California is shown as a peninsula, although other contemporary maps still featured it as an island. Greenland is connected to Northern Canada in Baffin Bay, a common hypothesis at this time. Japan too is shown in what appears a rudimentary form; a more horizontal orientation of the archipelago was typical on maps until slightly later in the eighteenth century.
In the North Pacific, an unfinished island extends eastward. This Terre de la Compagnie is near Terre d’Yedso, an exaggeration of Hokkaido. Nearby, a note ties the former to the voyage of Dom Jean de Gama, who supposedly discovered a large coastline in the area. All three of these proved to be chimeras which shrank over the course of the century and eventually disappeared from maps.
The unfinished shores of North America and Greenland suggest that further exploration is necessary to better understand the Arctic. Indeed, the map seems to imply that there may be a navigable route north of Asia or around Baffin and Hudson’s Bay, a nod to the much-sought and still-elusive Northwest Passage.
One leader in the search for such a passage, and for a more detailed charting of northern waters, were the Russians. Two important expeditions, the first Russian naval expeditions focused minutely on geographic reconnaissance, helped to chart much of the Northeast Asian coast and proved that America and Asia were not connected. These voyages (1725-30, 1733-43), led by Vitus Bering, are referenced here in the letter that is translated into both Dutch and French in the bottom corners of the map.
This letter, dated January 13, 1740 (with the additional date of January 24, a nod to the fact that certain countries had not shifted from the Julian to the Gregorian calendar), was from a Monsieur Swartz residing in St. Petersburg. Swartz, a Dutch diplomat, was reporting news from the second Bering expedition. He recounts a letter from Martin Spanberg, a Danish naval officer in the Russian navy, who had served on both expeditions. Spanberg recounted his recent discovery of 34 islands, which he supposed were part of Japan. The letter had been delivered with a coin, which had Chinese or Japanese characters on it.
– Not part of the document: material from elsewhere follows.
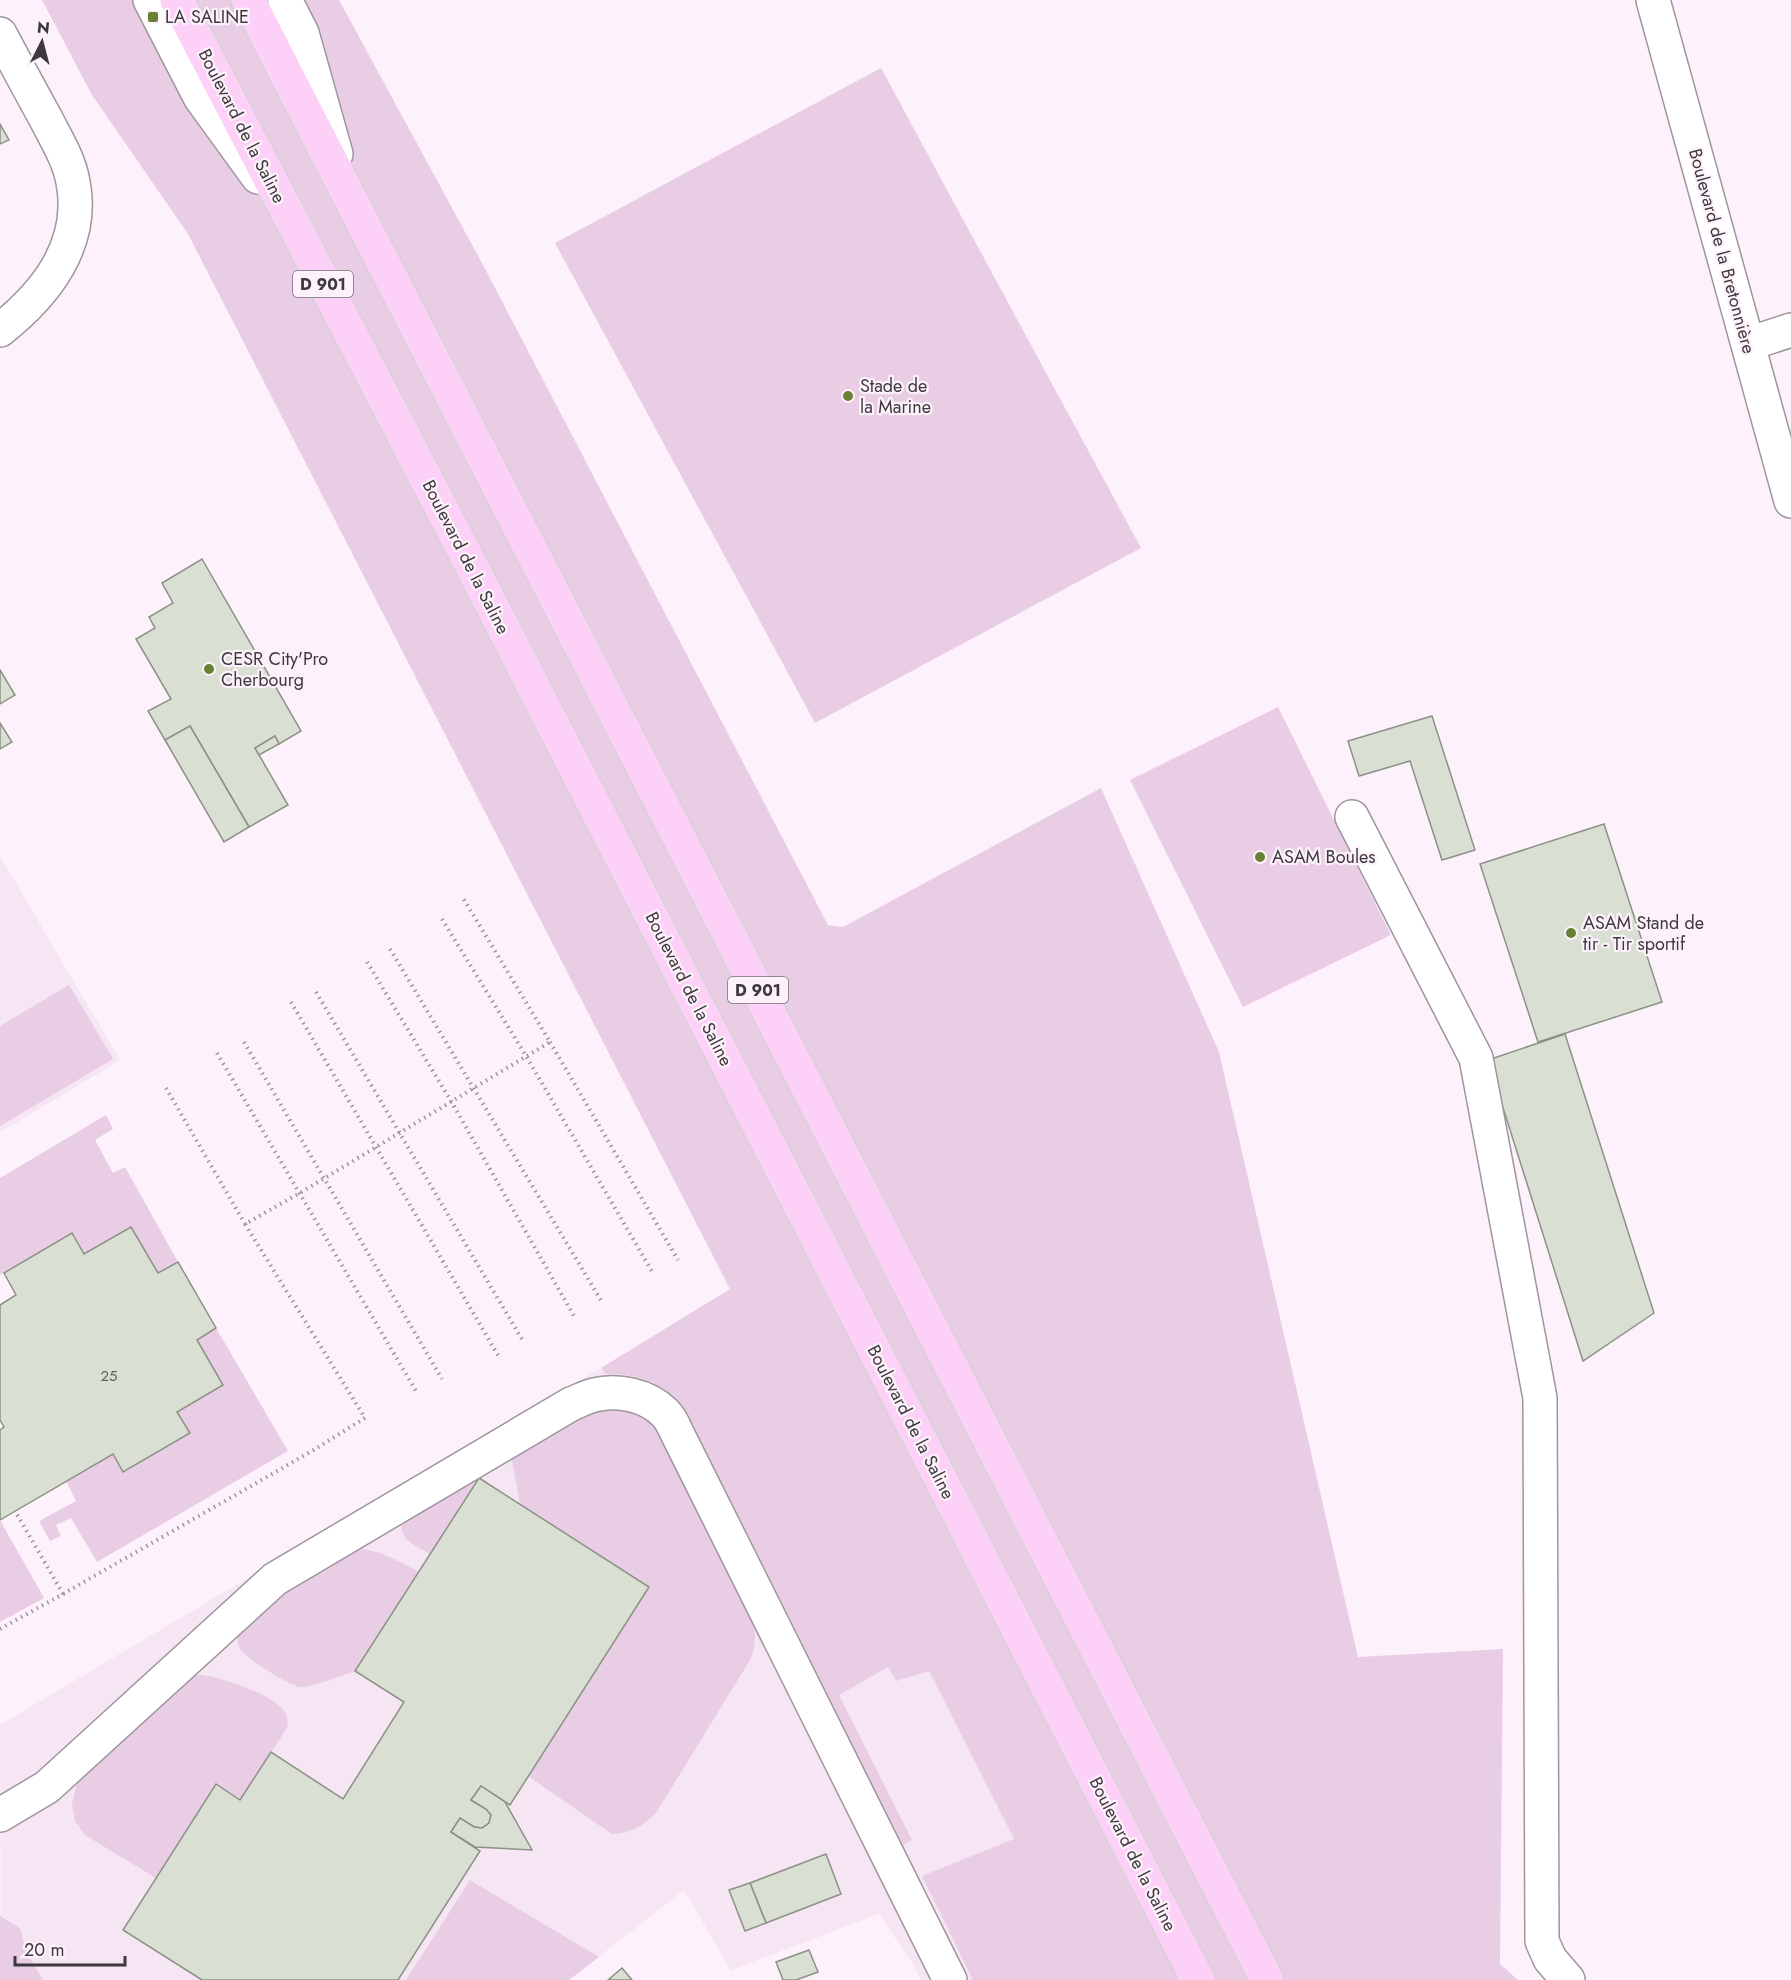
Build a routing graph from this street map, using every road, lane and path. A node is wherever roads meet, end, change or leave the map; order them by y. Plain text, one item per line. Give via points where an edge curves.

The first Bering expedition also explains why Russia looks remarkably complete for the time. One of the sources for this map was the 1734 map of the Russian Empire by Ivan Kirilov. This map, which is rare, was part of Kirilov’s larger project, the Atlas Russicus, the first Russian atlas. Kirilov’s map was the first scientifically accurate map of Russia and one of the earliest to include the results of the initial Bering expedition. These results are seen here in the shape of the Kamchatka Peninsula and the northeastern-most parts of Asia.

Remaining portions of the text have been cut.